Most pubs in England are licensed to sell alcohol starting from 10 a.m. or 11 a.m. to 11 p.m., but those past airport security are exempt from the rules. Airports say they want to accommodate a range of passengers from different time zones.
At the Wetherspoons in Gatwick and several other restaurants in the departure lounge, it wasn't hard to spot the early drinkers on a recent morning. About a third of the tables had alcohol.
Max Lewis, a 20-year-old from Portsmouth, was enjoying a breakfast pint with three friends ahead of a flight to Switzerland, where they planned to go "hiking and drinking," he says, before adding, "in that order."

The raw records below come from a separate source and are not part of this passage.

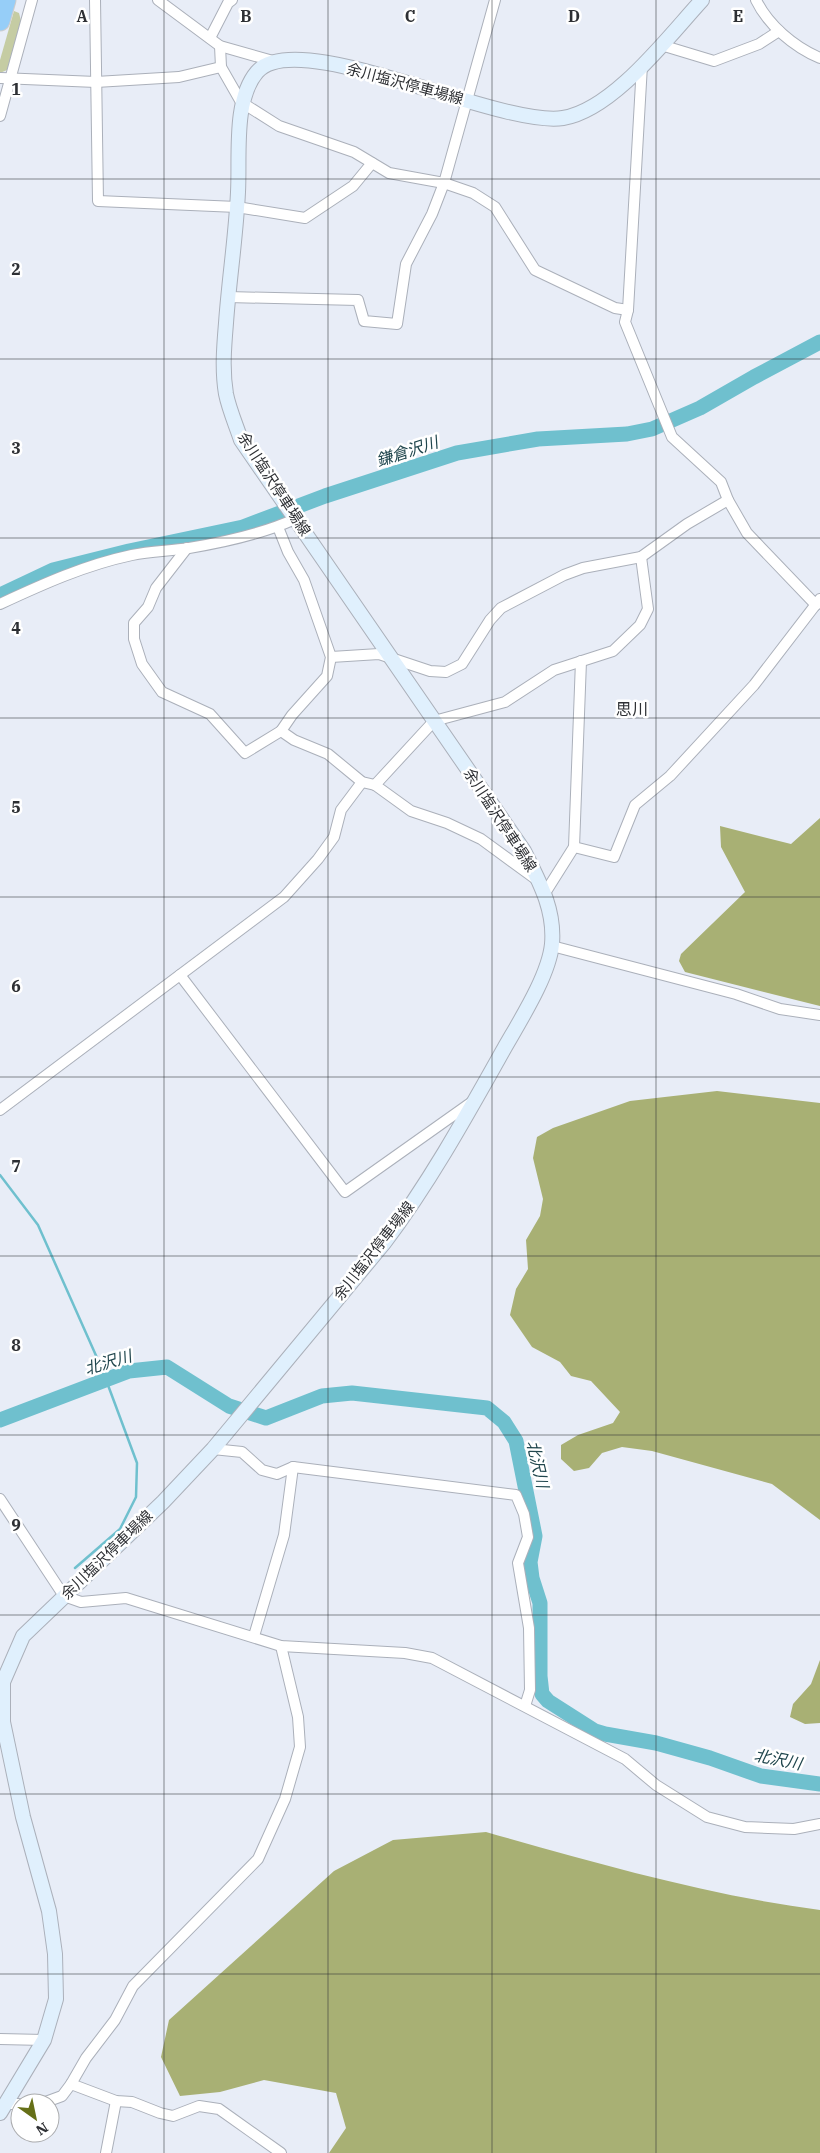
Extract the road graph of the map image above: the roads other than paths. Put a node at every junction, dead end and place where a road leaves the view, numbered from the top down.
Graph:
1 (6, 0) edge
2 (32, 0) edge
3 (95, 0) edge
4 (158, 0) edge
5 (232, 0) edge
6 (495, 0) edge
7 (702, 0) edge
8 (756, 0) edge
9 (0, 21) edge
10 (779, 31) junction
11 (210, 38) junction
12 (661, 45) junction
13 (220, 46) junction
14 (820, 58) edge
15 (273, 61) junction
16 (642, 65) junction
17 (221, 67) junction
18 (6, 79) edge
19 (96, 82) junction
20 (467, 101) junction
21 (241, 102) junction
22 (0, 116) edge
23 (372, 163) junction
24 (444, 183) junction
25 (237, 207) junction
26 (228, 297) junction
27 (628, 310) junction
28 (728, 500) junction
29 (295, 519) junction
30 (278, 527) junction
31 (187, 548) junction
32 (641, 557) junction
33 (818, 602) edge
34 (0, 604) edge
35 (331, 657) junction
36 (390, 658) junction
37 (581, 661) junction
38 (434, 721) junction
39 (281, 731) junction
40 (362, 782) junction
41 (375, 785) junction
42 (574, 847) junction
43 (542, 887) junction
44 (552, 946) junction
45 (180, 975) junction
46 (820, 1015) edge
47 (476, 1099) junction
48 (0, 1110) edge
49 (213, 1449) junction
50 (293, 1467) junction
51 (0, 1499) edge
52 (64, 1596) junction
53 (254, 1636) junction
54 (280, 1646) junction
55 (525, 1706) junction
56 (820, 1824) edge
57 (0, 2039) edge
58 (44, 2040) junction
59 (71, 2084) junction
60 (60, 2097) edge
61 (116, 2101) junction
62 (3, 2108) edge
63 (106, 2153) edge
64 (281, 2153) edge

1 - 9 highway
2 - 18 street
3 - 19 street
4 - 11 street
5 - 11 street
6 - 20 street
7 - 12 main road, 余川塩沢停車場線
8 - 10 street
10 - 12 street
10 - 14 street
11 - 13 street
12 - 16 main road, 余川塩沢停車場線
13 - 15 street
13 - 17 street
15 - 20 main road, 余川塩沢停車場線
15 - 21 main road, 余川塩沢停車場線
16 - 20 main road, 余川塩沢停車場線
16 - 27 street
17 - 19 street
17 - 21 street
18 - 19 street
18 - 22 street
19 - 25 street
20 - 24 street
21 - 23 street
21 - 25 main road, 余川塩沢停車場線
23 - 24 street
23 - 25 street
24 - 26 street
24 - 27 street
25 - 26 main road, 余川塩沢停車場線
26 - 29 main road, 余川塩沢停車場線
27 - 28 street
28 - 32 street
28 - 33 street
29 - 30 street
29 - 36 main road, 余川塩沢停車場線
30 - 31 street
30 - 35 street
31 - 34 street
31 - 39 street
32 - 36 street
32 - 37 street
33 - 42 street
35 - 36 street
35 - 39 street
36 - 38 main road, 余川塩沢停車場線
37 - 38 street
37 - 42 street
38 - 41 street
38 - 43 main road, 余川塩沢停車場線
39 - 40 street
40 - 41 street
40 - 45 street
41 - 43 street
42 - 43 street
43 - 44 main road, 余川塩沢停車場線
44 - 46 street
44 - 47 main road, 余川塩沢停車場線
45 - 47 street
45 - 48 street
47 - 49 main road, 余川塩沢停車場線
49 - 50 street
49 - 52 main road, 余川塩沢停車場線
50 - 53 street
50 - 55 street
51 - 52 street
52 - 53 street
52 - 58 main road, 余川塩沢停車場線
53 - 54 street
54 - 55 street
54 - 59 street
55 - 56 street
57 - 58 street
58 - 62 main road, 余川塩沢停車場線
59 - 60 street
59 - 61 street
61 - 63 street
61 - 64 street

His friend, Jake Cruz Riveron, says an alcohol ban is a heavy-handed approach. "It's like a nanny state, or helicopter parenting."
Phoebe Ord can understand the logic. "I see their staff have to put up with a lot of abuse," says the 31-year-old, who works in advertising. Still, she adds, "the problem with a blanket ban is it punishes the majority who drink and aren't a problem."

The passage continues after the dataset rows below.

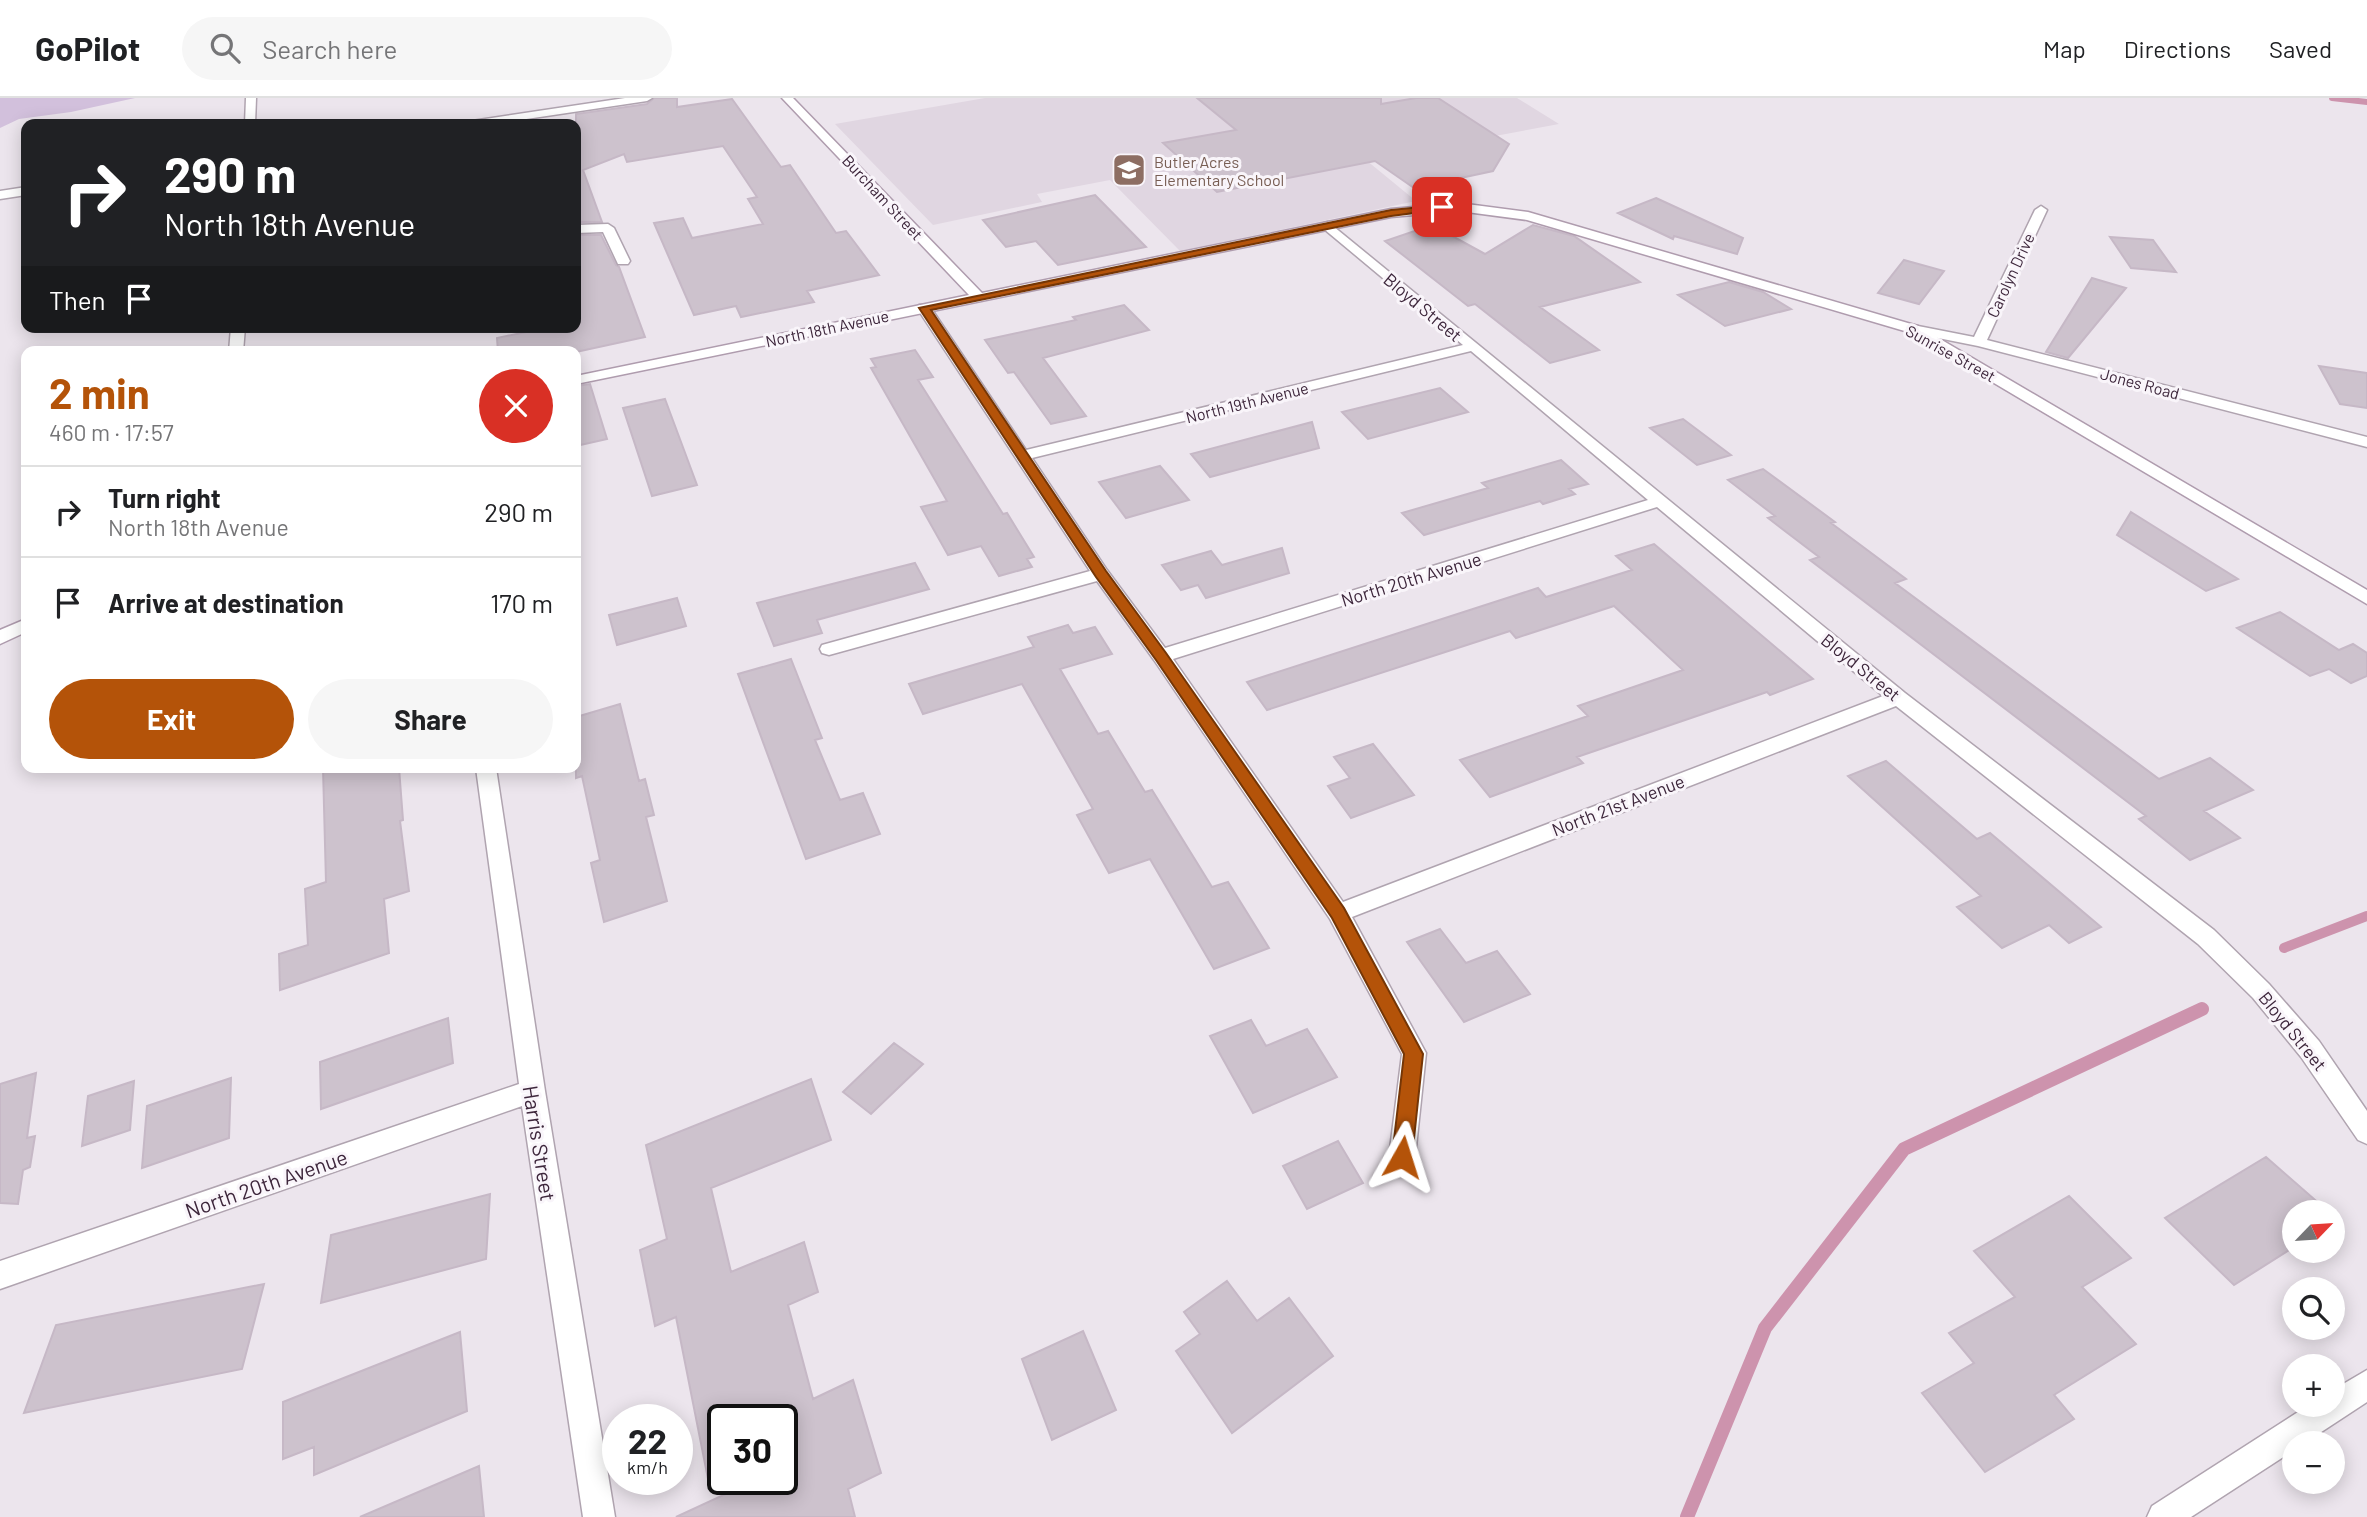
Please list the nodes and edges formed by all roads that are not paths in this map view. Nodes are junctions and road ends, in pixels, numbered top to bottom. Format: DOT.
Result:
graph roads {
  1 [pos="251,98"];
  2 [pos="647,98"];
  3 [pos="787,98"];
  4 [pos="250,119"];
  5 [pos="505,119"];
  6 [pos="21,192"];
  7 [pos="0,195"];
  8 [pos="1491,210"];
  9 [pos="2041,210"];
  10 [pos="1328,226"];
  11 [pos="581,229"];
  12 [pos="623,261"];
  13 [pos="978,297"];
  14 [pos="924,308"];
  15 [pos="1913,329"];
  16 [pos="1979,342"];
  17 [pos="1471,347"];
  18 [pos="581,379"];
  19 [pos="2367,442"];
  20 [pos="1022,456"];
  21 [pos="1661,501"];
  22 [pos="1101,574"];
  23 [pos="2367,598"];
  24 [pos="21,628"];
  25 [pos="0,638"];
  26 [pos="829,649"];
  27 [pos="1161,656"];
  28 [pos="1898,698"];
  29 [pos="487,773"];
  30 [pos="1338,913"];
  31 [pos="532,1091"];
  32 [pos="2367,1132"];
  33 [pos="1402,1157"];
  34 [pos="0,1275"];
  35 [pos="2367,1385"];
  36 [pos="599,1517"];
  37 [pos="2163,1517"];
  1 -- 4 [label="street"];
  2 -- 5 [label="street"];
  3 -- 13 [label="street, Burcham Street"];
  6 -- 7 [label="street"];
  8 -- 10 [label="street, North 18th Avenue"];
  8 -- 15 [label="street, Sunrise Street"];
  9 -- 16 [label="street, Carolyn Drive"];
  10 -- 13 [label="street, North 18th Avenue"];
  10 -- 17 [label="street, Bloyd Street"];
  11 -- 12 [label="street"];
  13 -- 14 [label="street, North 18th Avenue"];
  14 -- 18 [label="street, North 18th Avenue"];
  14 -- 20 [label="street"];
  15 -- 16 [label="street, Jones Road"];
  15 -- 23 [label="street, Sunrise Street"];
  16 -- 19 [label="street, Jones Road"];
  17 -- 20 [label="street, North 19th Avenue"];
  17 -- 21 [label="street, Bloyd Street"];
  20 -- 22 [label="street"];
  21 -- 27 [label="street, North 20th Avenue"];
  21 -- 28 [label="street, Bloyd Street"];
  22 -- 26 [label="street"];
  22 -- 27 [label="street"];
  24 -- 25 [label="street"];
  27 -- 30 [label="street"];
  28 -- 30 [label="street, North 21st Avenue"];
  28 -- 32 [label="street, Bloyd Street"];
  29 -- 31 [label="street, Harris Street"];
  30 -- 33 [label="street"];
  31 -- 34 [label="street, North 20th Avenue"];
  31 -- 36 [label="street, Harris Street"];
  35 -- 37 [label="street"];
}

She counts herself among them. Ord, heading to a bachelorette party, had printed an itinerary for the long weekend. Part 1: "Travel. Down your mimosas gal we're flying easyJet's finest aircraft to Split, Croatia."
Barber, the Benidorm-bound recruitment specialist, has been cut off from having more booze on flights before, but says the drinking is usually harmless fun. "We were on a plane to Malta, and they stopped serving us, " she says. "We were just loud. We weren't like punching each other in the face and then biting the stewardess, know what I mean?"
Barber will be able to have her fun on the return journey, too. Wetherspoon has just opened its first pub in continental Europe in Spain's Alicante--Elche Miguel Hernández airport, the gateway to Benidorm.
Write to David Luhnow at david.luhnow@wsj.com
(END) Dow Jones Newswires
June 05, 2026 05:00 ET (09:00 GMT)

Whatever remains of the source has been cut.